:: PROBLEM TO WORK ON ::
Copies of all lines that contain "Chicoine" are needed; take them from the data below.

(Dataset entries)
--
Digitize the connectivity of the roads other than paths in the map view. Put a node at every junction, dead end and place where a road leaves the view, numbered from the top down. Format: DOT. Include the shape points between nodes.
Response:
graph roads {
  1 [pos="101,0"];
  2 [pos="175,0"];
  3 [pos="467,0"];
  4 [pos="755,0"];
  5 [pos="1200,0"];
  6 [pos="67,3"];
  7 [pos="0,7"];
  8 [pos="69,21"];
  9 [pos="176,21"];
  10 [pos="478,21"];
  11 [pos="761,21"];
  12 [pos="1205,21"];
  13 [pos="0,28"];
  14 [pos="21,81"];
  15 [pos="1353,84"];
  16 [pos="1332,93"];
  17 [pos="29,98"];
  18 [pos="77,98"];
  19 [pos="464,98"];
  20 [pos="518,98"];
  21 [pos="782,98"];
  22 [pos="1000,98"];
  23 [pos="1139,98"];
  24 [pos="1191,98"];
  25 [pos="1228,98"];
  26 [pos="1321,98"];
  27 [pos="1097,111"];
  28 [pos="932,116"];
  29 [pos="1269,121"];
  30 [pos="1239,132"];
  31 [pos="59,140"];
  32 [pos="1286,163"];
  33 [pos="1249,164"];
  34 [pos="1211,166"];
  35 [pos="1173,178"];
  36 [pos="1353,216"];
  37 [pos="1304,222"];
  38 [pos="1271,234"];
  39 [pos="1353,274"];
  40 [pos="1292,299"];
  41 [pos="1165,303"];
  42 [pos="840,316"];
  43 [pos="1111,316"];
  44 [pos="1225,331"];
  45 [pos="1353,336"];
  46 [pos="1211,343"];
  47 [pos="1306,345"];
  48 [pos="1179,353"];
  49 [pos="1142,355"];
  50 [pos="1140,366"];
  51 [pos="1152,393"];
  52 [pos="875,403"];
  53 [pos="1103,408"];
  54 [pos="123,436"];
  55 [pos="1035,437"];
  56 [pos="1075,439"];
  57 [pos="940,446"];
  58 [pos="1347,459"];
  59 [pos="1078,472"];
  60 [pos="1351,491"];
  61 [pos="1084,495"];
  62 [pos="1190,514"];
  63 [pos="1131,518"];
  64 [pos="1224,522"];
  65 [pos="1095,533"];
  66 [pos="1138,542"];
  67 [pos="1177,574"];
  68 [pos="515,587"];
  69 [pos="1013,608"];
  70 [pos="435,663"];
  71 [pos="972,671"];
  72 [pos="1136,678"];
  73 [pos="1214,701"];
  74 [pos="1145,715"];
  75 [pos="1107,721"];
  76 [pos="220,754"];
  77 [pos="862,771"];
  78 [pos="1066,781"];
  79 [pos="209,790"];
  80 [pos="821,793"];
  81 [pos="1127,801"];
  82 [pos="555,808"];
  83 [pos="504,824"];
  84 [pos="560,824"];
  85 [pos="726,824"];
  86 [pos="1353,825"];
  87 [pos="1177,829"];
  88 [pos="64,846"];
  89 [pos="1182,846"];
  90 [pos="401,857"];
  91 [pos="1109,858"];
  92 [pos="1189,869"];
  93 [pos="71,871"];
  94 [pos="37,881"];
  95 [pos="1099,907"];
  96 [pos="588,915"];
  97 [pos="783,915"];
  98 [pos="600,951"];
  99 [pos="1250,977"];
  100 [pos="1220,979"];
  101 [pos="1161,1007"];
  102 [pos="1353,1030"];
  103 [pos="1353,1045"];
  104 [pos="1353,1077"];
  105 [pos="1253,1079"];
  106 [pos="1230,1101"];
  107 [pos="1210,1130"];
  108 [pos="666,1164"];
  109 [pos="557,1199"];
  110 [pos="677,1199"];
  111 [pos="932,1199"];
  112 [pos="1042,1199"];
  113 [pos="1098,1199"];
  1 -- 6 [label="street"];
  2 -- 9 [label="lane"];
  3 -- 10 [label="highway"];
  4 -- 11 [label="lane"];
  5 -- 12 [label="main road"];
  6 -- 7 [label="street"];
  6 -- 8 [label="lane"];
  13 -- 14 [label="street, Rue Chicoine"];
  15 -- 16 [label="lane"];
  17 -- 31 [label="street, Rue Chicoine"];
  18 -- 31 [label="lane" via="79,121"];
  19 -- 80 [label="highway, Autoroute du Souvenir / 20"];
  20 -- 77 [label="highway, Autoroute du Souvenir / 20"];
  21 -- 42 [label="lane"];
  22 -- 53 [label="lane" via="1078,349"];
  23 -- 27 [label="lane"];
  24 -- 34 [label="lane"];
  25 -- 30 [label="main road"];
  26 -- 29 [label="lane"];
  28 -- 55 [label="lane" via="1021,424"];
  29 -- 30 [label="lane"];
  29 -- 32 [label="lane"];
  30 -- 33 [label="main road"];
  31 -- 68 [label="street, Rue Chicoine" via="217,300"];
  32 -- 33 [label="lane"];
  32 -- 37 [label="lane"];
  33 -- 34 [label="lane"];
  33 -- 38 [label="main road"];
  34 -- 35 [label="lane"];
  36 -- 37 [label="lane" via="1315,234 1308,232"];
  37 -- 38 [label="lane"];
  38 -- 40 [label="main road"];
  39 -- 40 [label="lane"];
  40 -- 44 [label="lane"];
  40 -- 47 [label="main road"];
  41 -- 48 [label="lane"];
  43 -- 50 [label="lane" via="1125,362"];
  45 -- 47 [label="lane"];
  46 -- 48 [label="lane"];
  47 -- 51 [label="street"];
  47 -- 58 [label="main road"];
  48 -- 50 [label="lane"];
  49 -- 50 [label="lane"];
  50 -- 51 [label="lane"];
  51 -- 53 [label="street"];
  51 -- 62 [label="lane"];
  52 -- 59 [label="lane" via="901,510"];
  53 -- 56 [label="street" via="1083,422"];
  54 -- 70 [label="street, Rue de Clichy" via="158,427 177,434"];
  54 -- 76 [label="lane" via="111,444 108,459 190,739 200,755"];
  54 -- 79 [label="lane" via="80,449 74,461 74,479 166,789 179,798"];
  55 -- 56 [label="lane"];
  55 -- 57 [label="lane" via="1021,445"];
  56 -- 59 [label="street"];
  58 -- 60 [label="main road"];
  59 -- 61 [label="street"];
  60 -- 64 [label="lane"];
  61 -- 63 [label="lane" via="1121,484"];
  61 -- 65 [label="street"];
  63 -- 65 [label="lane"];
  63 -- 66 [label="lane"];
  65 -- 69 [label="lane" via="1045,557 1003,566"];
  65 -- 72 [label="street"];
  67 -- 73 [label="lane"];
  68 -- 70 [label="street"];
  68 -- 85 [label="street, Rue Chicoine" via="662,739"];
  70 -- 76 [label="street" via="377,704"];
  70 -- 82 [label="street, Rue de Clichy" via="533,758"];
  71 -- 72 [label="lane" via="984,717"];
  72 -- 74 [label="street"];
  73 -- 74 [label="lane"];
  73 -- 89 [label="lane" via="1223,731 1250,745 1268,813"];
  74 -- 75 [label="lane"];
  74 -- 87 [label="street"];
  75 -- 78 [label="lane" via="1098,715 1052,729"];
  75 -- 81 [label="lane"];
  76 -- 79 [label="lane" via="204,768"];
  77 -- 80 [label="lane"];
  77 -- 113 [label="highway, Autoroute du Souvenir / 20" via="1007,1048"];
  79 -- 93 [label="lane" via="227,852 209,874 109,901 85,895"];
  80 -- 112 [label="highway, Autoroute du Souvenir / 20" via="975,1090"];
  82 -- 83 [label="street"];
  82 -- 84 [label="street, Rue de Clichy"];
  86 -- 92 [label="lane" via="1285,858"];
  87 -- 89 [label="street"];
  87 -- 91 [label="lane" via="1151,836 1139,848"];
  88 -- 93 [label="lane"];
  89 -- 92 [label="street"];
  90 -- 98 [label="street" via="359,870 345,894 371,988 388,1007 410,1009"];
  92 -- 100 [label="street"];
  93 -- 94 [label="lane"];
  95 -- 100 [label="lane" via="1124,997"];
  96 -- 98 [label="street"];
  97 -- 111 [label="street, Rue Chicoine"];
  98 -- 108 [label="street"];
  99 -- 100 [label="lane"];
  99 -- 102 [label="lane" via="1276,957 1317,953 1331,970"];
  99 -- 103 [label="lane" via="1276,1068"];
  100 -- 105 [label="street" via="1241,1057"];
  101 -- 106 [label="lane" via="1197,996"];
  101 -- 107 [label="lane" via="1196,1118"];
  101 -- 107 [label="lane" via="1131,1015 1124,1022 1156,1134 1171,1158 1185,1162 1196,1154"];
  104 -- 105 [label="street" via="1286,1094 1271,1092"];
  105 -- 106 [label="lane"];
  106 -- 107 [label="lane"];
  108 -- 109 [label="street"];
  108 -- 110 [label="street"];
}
--
:: WRITTEN RESPONSE ::
  13 -- 14 [label="street, Rue Chicoine"];
  17 -- 31 [label="street, Rue Chicoine"];
  31 -- 68 [label="street, Rue Chicoine" via="217,300"];
  68 -- 85 [label="street, Rue Chicoine" via="662,739"];
  97 -- 111 [label="street, Rue Chicoine"];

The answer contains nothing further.